Нашъ русскій поэтъ такъ характеризуетъ свою любовь къ русской природѣ:

 Люблю отчизну я, но странной любовію;

 Не побѣдитъ ея разсудокъ мой.

 Ни слава, купленная кровью,

 Ни полный гордаго довѣрія покой,

 Ни темной старины завѣтныя преданія

 Не шевелятъ во мнѣ отраднаго мечтанья.

 Но я люблю – за что не знаю самъ —

 Ея степей холодное молчанье,

 Ея лѣсовъ безбрежныхъ колыханье,

 Разливы рѣкъ ея, подобные морямъ;

 Проселочнымъ путемъ люблю скакать въ телегѣ

 И, взоромъ медленнымъ прощая ночи тѣнь,

 Встрѣчать по сторонамъ, вздыхая о ночлегѣ,

 Дрожащіе огни печальныхъ деревень.

 Люблю дымокъ спаленной жнивы,

 Въ степи кочующій обозъ

 И на холмѣ, средь желтой нивы —

 Чету бѣлѣющихъ березъ.

Природу «печальной отчизны» любитъ поэтъ только какъ фонъ, пейзажъ собственной души, внѣшній отсвѣтъ собственнаго своего духа. Чужеземецъ никогда не можетъ вполнѣ оцѣнить и понять красоту природы какого бы то ни было края, потому что между его душою и этою природою никогда не можетъ быть истинной гармоніи.

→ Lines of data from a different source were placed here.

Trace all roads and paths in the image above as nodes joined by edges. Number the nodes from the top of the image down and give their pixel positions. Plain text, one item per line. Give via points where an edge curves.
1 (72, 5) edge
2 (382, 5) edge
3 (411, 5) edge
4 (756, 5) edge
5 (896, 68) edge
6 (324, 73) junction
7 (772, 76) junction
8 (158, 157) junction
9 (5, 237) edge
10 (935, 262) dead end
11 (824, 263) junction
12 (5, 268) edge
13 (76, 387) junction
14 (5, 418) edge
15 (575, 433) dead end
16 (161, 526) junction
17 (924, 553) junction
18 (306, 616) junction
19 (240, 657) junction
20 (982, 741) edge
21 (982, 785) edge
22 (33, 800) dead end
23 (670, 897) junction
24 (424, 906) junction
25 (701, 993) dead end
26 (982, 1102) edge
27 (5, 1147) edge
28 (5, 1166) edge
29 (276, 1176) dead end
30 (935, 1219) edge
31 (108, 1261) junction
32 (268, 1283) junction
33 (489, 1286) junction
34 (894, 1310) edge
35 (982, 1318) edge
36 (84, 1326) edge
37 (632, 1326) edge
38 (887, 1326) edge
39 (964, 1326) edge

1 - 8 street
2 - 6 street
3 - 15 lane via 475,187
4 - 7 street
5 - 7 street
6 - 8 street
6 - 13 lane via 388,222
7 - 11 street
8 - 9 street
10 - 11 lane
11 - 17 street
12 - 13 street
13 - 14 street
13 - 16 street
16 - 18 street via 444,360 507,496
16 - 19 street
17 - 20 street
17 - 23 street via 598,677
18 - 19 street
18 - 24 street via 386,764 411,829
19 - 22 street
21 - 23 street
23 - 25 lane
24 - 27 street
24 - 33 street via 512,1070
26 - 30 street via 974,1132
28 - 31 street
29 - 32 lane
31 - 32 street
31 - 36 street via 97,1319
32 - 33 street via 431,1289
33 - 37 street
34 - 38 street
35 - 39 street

Любовь къ родинѣ не побуждаетъ, не приневоливаетъ, конечно, находить красивымъ то, что въ дѣйствительности лишено, чуждо красоты, но она сама собою открываетъ красоту, сокровенную «незримую для суетнаго ока.» Въ одномъ художественномъ стихотвореніи Плещеева глубоко вѣрно изображается это постепенное раскрываніе духовныхъ очей для созерцанія этой незримой для суетнаго ока красоты родной, русской природы, совершающееся по мѣрѣ того, какъ человѣкъ живетъ, дѣйствительною, внутреннею жизнью и отражаетъ внутренній міръ свой на окружающемъ родномъ пейзажѣ.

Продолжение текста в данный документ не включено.